Mechanical Structure (a) Defines / encloses the Cell
A cell membrane encloses and defines the cell. There are different ways to express this, e.g.
- The cell membrane maintains the physical integrity of the cell. It's most obvious in the cases of animal cells (because they don't have cell walls) that the cell membrane holds the cell together by enclosing the cytoplasm and organelles within it.
- The cell membrane forms a barrier between the inside of the cell and the environment outside the cell - enclosing cytoplasm and any organelles within the cell, and enabling different chemical environments to exist on each side of the cell membrane.
- The cell membrane physically separates the intracellular components (e.g. organelles in eukaryotic cells) from the extracellular environment.
The 3 points listed above say much the same thing.
(b) Re. Cytoskeleton
In many cases the cell membrane also helps to hold the cytoskeleton (which is within the cell) in place. This is is achieved by some proteins in the cell membrane attaching to some cytoskeletal fibres and helps to define and maintain the shape of the cell.
(c) Extracellular Matrix
In many cases (but not all, e.g. not in the case of single celled-organisms) the cell membrane interacts with the cell membrane of adjacent cells e.g. to form plant and animal tissues.

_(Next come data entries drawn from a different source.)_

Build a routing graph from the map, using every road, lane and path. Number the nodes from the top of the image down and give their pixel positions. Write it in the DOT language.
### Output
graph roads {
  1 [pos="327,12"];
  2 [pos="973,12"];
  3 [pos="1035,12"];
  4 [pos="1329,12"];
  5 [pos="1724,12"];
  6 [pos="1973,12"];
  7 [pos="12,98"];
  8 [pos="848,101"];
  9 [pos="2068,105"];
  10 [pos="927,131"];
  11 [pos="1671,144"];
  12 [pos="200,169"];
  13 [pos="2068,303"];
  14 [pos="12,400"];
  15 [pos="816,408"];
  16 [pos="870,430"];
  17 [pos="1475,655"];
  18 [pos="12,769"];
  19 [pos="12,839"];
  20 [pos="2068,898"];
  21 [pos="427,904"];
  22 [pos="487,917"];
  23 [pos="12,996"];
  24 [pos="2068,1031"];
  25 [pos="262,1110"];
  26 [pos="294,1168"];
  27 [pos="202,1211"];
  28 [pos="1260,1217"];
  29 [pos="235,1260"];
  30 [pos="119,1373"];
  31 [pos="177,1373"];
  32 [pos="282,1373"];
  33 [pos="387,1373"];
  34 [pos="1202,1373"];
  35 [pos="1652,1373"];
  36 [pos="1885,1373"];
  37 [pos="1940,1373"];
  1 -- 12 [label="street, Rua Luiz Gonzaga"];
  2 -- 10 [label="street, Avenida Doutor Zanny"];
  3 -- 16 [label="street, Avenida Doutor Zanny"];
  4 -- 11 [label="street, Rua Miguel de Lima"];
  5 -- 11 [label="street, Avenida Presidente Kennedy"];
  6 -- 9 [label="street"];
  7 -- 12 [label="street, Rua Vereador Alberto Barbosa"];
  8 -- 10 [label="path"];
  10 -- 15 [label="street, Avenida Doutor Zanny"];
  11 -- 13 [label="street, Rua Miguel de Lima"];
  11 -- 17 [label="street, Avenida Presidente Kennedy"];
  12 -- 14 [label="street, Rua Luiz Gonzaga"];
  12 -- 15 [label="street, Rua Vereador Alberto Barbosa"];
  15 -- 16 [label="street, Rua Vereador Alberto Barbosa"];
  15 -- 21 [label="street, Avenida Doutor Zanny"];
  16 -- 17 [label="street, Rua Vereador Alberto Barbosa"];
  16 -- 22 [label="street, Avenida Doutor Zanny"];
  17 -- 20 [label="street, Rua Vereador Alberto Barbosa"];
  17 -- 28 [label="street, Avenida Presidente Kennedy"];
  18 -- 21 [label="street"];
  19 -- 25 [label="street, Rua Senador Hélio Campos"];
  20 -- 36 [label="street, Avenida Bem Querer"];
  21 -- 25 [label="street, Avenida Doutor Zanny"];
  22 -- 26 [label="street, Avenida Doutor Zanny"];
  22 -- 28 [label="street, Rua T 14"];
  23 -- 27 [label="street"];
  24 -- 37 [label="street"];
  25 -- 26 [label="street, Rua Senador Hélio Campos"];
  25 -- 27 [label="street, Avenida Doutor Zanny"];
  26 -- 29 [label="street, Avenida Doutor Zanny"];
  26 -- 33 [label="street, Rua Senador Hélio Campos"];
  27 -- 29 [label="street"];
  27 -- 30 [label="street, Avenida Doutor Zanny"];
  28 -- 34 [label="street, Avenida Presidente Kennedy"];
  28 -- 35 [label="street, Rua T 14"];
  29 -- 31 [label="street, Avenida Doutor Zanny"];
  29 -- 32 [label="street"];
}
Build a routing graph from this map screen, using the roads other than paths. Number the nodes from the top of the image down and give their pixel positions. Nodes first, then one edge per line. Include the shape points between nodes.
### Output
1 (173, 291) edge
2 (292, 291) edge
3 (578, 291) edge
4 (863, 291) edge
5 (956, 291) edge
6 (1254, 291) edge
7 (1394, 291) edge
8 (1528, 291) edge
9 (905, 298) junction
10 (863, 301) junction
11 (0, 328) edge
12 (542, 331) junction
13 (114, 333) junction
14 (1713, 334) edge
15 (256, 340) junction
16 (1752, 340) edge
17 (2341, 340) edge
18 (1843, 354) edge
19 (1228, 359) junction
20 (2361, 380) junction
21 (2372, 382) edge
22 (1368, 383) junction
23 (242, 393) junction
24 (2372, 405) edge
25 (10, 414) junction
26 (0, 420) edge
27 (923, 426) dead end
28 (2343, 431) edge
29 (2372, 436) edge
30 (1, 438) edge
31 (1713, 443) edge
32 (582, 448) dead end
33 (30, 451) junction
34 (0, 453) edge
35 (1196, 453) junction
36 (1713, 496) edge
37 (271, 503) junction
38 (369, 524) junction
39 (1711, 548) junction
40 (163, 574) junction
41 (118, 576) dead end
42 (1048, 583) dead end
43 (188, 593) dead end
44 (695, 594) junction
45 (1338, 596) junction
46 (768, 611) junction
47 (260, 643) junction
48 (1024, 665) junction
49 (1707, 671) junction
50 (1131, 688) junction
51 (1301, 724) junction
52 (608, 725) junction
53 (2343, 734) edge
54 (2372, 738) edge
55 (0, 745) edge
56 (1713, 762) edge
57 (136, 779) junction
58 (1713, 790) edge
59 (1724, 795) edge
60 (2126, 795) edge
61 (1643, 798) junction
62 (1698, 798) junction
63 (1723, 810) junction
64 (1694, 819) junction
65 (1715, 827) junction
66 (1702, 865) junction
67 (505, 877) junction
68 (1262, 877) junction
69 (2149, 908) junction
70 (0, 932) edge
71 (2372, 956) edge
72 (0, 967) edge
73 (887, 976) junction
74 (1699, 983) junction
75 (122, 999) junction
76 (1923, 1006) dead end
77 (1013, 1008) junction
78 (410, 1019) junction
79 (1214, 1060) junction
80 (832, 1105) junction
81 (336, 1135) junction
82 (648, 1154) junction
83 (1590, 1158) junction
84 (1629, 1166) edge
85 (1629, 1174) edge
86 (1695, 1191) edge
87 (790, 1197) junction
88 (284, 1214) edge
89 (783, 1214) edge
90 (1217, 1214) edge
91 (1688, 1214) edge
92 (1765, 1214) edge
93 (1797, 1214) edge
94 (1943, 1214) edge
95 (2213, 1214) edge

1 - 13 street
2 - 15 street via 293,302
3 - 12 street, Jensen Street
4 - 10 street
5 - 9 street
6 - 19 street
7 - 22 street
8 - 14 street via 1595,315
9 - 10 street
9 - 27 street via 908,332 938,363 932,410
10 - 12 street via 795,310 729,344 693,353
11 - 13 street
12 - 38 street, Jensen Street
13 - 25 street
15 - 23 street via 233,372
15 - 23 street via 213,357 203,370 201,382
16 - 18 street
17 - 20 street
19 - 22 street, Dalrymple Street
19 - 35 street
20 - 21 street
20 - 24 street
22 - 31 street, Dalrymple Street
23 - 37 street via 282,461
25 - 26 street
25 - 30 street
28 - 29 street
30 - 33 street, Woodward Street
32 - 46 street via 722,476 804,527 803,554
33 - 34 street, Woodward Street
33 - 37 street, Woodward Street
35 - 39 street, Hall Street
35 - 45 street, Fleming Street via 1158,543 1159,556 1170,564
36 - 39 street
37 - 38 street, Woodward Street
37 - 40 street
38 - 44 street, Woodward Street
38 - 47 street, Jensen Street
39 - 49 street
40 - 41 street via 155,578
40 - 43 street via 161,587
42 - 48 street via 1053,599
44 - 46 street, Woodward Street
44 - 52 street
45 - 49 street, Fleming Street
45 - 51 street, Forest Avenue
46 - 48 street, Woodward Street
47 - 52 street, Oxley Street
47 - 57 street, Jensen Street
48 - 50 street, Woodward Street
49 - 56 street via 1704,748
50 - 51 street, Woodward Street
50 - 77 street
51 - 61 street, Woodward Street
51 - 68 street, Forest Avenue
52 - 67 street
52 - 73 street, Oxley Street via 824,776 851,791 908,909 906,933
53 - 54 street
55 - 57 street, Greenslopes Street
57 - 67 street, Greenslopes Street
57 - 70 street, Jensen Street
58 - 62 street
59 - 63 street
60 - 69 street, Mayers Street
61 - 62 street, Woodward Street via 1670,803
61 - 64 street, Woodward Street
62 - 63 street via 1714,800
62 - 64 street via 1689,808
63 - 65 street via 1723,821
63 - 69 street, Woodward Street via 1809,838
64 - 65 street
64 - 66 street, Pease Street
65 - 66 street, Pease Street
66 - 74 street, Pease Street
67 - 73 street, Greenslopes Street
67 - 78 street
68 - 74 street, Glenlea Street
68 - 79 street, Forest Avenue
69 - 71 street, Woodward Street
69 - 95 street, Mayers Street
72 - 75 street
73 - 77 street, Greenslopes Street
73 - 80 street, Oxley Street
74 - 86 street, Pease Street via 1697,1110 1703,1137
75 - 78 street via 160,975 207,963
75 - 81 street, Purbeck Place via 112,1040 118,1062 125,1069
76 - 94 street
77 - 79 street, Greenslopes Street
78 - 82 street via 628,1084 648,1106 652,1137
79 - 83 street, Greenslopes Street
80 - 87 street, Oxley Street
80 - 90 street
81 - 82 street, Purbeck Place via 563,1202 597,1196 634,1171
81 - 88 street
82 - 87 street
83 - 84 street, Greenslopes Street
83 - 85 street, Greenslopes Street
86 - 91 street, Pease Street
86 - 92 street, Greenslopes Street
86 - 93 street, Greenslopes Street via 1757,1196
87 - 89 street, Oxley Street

The cell membrane protects the cell from some harmful chemicals in its external environmemt.
It also protects the cell from loss of useful biological macromolecules held within the cell by its plasma membrane.
The cell membranes that enclose cells (inside the cell wall in the cases of plant cells and prokaryotic cells) are selectively permeable. That is, the structure of these membranes is such that they allow certain particles, incl. e.g. molecules, - but not others - to pass through the membrane, hence into or out of the cell.
(This cell membrane function is one of several functions that facilitate the transport of materials needed for survival of the cell, others include "active transport", "exocytosis" and "endocytosis".)
Cell membranes, also known as "plasma membranes", can allow active transport of specific molecules across the cell membrane in either direction, i.e. either into or out of the cell.
That is - cell membranes can allow some particular molecules to move against a concentration gradient e.g. from a lower concentration outside the cell to a higher concentration inside the cell, or vice-versa. Active transport (movement against the concentration gradient) requires, that is it uses, energy.
See the pages about diffusion, osmosis and active transport for more information.
Exocytosis and Endocytosis
Exocytosis is the process by which a cell moves the contents of secretory vesicles out of the cell via the cell membrane.
Endocytosis is the opposite process by which the contents of secretory vesicles are moved into the cell via the cell membrane.
Markers & Signalling
(for communication with other cells & the external environment)
Proteins called surface protein markers embedded in the cell membrane identify the cell, enabling nearby cells to communicate with each other.
Cell membranes often include receptor sites for interaction with specific biochemicals such as certain hormones, neurotransmitters and immune proteins. In this way the cell can recognize and process some signals received from the extracellular environment.